Smart readers will ask whether or not the same effect would happen with a perfectly siloed subfolder. Wouldn’t content under the subfolder /blog pump and concentrate SEO juice like the subdomain? I’m here to tell you the answer is yes… and no. Yes, a subfolder can optimize content to the same level of performance as a subdomain (with perfect siloing). No, the subfolder would not pump SEO juice like the subdomain because the subfolder’s performance in driving organic traffic is dependent upon the domain’s performance in driving organic traffic. And since sometimes there are other pertinent reasons for not optimizing an entire domain, it’s a bad idea to make the performance of something meant to be optimized dependent on something which may or may not be.

The benefit of choosing a subdomain over a subfolder is independent, measurable performance. The benefit of choosing a subfolder over a subdomain is improving the overall authority of the domain. Choose a subdomain first. Get it fully optimized. Then decide over moving to a subfolder or keeping your subdomain on the grind.

The benefit of setting up a subdomain is independent, measurable optimization of both the content on that subdomain and the content on the domain itself, since the content that would be siloed in the subfolder would effect the optimization of the content outside the folder. If its a must to move to a subfolder from a subdomain (for branding purposes, or redefinition of your domain [to avoid a slap]), you can always 301 redirect all the pages on your subdomain blog to fresh pages on your subfolder blog. I’d recommend doing this only after you’re sure your domain is fully optimized, your blog architecture is fully optimized, and you understand how to silo subfolders to retain SEO juice. A 301 redirect will cause a short dip in organic traffic for a few weeks, but afterward all your rankings built from your subdomain will point to your subfolder — which ultimately improves the authority of your whole domain.

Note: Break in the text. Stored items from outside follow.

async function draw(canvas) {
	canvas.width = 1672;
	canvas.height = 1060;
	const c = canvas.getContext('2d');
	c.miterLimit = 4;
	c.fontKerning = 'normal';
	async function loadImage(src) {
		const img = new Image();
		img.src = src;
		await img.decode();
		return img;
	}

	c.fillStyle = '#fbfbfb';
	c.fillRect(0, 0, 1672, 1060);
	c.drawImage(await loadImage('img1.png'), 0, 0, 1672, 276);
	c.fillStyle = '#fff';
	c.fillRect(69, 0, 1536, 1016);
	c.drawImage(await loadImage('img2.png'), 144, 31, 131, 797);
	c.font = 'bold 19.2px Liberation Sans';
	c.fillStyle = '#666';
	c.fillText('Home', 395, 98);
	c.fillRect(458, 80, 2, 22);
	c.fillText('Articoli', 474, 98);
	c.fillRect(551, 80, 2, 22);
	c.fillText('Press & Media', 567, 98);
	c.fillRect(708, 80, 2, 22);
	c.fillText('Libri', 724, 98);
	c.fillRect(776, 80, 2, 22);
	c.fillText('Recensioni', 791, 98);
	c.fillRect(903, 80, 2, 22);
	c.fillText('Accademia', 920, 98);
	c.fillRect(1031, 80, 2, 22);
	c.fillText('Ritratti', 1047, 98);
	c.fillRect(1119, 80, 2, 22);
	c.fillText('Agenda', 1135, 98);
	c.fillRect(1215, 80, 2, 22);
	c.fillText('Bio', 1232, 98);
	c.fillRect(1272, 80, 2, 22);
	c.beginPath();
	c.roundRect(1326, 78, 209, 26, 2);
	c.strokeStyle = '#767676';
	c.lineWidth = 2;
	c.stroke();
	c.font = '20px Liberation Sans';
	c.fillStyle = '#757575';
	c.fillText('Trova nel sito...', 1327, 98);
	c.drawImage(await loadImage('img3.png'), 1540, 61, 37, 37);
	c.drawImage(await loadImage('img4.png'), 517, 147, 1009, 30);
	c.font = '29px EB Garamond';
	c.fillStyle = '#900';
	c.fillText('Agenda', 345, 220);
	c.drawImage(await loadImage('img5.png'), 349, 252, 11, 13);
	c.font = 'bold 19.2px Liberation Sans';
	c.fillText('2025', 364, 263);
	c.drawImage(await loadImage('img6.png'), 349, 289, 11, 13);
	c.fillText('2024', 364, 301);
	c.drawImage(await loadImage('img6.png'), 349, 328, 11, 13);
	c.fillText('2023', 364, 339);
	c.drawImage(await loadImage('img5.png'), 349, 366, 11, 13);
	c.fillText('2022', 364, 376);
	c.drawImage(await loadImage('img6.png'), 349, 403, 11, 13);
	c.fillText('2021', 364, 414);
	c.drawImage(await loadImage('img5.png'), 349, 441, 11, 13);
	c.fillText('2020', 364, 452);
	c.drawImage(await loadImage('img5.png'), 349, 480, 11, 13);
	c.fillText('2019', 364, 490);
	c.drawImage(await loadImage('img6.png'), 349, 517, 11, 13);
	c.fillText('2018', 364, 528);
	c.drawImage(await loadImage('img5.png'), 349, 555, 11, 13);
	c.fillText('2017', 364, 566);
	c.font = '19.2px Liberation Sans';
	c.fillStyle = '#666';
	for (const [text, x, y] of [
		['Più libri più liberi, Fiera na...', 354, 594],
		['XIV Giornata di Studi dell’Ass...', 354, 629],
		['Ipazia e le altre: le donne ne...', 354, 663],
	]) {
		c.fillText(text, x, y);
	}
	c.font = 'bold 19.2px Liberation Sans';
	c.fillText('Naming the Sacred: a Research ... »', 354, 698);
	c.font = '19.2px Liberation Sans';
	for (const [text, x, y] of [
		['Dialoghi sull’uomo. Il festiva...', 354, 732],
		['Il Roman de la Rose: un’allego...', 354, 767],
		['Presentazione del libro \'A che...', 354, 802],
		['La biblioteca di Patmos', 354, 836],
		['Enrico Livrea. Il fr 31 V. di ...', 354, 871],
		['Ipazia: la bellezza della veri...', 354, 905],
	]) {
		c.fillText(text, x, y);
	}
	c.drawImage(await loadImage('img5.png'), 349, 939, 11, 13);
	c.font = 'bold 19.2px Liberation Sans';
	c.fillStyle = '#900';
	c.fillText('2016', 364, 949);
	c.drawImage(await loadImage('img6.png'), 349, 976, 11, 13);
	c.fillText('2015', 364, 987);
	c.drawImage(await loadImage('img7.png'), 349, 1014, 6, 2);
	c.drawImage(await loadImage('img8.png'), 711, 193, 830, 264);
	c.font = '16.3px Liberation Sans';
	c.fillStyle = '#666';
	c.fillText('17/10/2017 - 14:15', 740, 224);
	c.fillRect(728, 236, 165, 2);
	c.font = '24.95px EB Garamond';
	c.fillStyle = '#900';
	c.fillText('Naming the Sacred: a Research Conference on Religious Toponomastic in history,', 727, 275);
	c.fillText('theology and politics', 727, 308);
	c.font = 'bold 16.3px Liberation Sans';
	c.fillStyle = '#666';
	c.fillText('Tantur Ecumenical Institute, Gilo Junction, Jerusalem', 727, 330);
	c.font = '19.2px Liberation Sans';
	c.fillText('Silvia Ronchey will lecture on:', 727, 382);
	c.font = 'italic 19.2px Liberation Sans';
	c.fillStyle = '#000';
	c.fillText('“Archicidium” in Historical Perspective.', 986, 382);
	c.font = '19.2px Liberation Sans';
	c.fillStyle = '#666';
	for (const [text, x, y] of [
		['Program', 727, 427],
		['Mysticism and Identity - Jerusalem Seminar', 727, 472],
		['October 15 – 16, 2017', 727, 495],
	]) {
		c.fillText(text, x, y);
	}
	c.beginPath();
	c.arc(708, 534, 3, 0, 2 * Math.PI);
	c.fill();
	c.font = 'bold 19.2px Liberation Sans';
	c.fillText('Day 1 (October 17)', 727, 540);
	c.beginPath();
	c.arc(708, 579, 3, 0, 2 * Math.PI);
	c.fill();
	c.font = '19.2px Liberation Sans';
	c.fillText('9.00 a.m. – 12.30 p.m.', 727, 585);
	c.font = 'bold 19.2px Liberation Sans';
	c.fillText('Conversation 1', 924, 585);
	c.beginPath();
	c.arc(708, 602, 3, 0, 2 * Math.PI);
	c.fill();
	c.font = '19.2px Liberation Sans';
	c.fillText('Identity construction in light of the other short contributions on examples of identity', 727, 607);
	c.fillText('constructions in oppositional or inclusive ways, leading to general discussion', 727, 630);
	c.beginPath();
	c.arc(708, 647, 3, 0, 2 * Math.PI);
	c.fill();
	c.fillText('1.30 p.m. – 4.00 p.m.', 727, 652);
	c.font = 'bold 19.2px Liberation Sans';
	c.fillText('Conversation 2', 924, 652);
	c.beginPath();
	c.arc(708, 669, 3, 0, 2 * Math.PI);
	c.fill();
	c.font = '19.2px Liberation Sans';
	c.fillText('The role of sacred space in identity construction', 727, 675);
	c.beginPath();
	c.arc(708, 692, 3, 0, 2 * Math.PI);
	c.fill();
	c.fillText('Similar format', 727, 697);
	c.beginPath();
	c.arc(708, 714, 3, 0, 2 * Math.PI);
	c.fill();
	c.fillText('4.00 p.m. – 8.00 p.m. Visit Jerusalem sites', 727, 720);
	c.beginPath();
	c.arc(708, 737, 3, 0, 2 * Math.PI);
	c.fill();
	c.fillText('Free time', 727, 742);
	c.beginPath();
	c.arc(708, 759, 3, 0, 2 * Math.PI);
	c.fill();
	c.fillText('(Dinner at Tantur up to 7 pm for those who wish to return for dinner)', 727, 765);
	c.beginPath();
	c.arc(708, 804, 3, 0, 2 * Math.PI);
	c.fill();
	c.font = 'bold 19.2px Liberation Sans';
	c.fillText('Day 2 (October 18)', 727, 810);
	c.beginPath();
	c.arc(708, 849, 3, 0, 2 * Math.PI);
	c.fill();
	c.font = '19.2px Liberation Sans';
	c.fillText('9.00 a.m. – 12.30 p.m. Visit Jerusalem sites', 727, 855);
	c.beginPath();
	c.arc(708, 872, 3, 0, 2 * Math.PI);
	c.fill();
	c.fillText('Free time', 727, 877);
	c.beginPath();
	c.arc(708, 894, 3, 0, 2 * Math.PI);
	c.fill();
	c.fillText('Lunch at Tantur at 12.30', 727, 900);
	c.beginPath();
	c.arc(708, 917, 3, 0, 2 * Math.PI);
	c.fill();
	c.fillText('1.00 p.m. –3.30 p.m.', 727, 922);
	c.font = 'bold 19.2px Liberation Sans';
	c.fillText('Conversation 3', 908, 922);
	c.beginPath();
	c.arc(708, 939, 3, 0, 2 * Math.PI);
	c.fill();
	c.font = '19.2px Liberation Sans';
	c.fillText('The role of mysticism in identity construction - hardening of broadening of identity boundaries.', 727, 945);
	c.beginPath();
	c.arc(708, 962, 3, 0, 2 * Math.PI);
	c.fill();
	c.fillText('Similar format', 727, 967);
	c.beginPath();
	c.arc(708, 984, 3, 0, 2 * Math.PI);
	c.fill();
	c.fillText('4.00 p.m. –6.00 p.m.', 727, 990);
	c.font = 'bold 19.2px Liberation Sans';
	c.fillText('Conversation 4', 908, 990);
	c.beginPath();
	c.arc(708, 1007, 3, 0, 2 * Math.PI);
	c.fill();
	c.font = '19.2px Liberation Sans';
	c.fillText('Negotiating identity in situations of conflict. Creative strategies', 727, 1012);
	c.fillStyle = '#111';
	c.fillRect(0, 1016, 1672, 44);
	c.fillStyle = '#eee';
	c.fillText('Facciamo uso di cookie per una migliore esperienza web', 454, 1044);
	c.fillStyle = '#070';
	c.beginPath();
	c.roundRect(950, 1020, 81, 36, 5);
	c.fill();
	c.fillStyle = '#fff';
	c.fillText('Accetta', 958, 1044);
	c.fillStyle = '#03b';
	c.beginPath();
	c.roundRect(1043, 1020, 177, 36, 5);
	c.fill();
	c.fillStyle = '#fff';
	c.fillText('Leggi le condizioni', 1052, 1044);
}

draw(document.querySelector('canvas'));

In other words, always start with a subdomain for loosely related content (like a corporate blog). Allow it to rank organically. After its optimized and brings in tons of traffic, you can either change it to a subfolder (if certain requirements are met) or keep it growing on a subdomain. As an important note, compete displays all traffic to domains and subdomains as an aggregate, so to the outside world, you’ll see no loss in traffic to your domain if setting up a subdomain for your corporate blog.

Webmasters of the world, what do you think? Have you ever had to decide between a subfolder and subdomain? How did you choose?

 Subfolder or Subdomain for your Corporate Blog?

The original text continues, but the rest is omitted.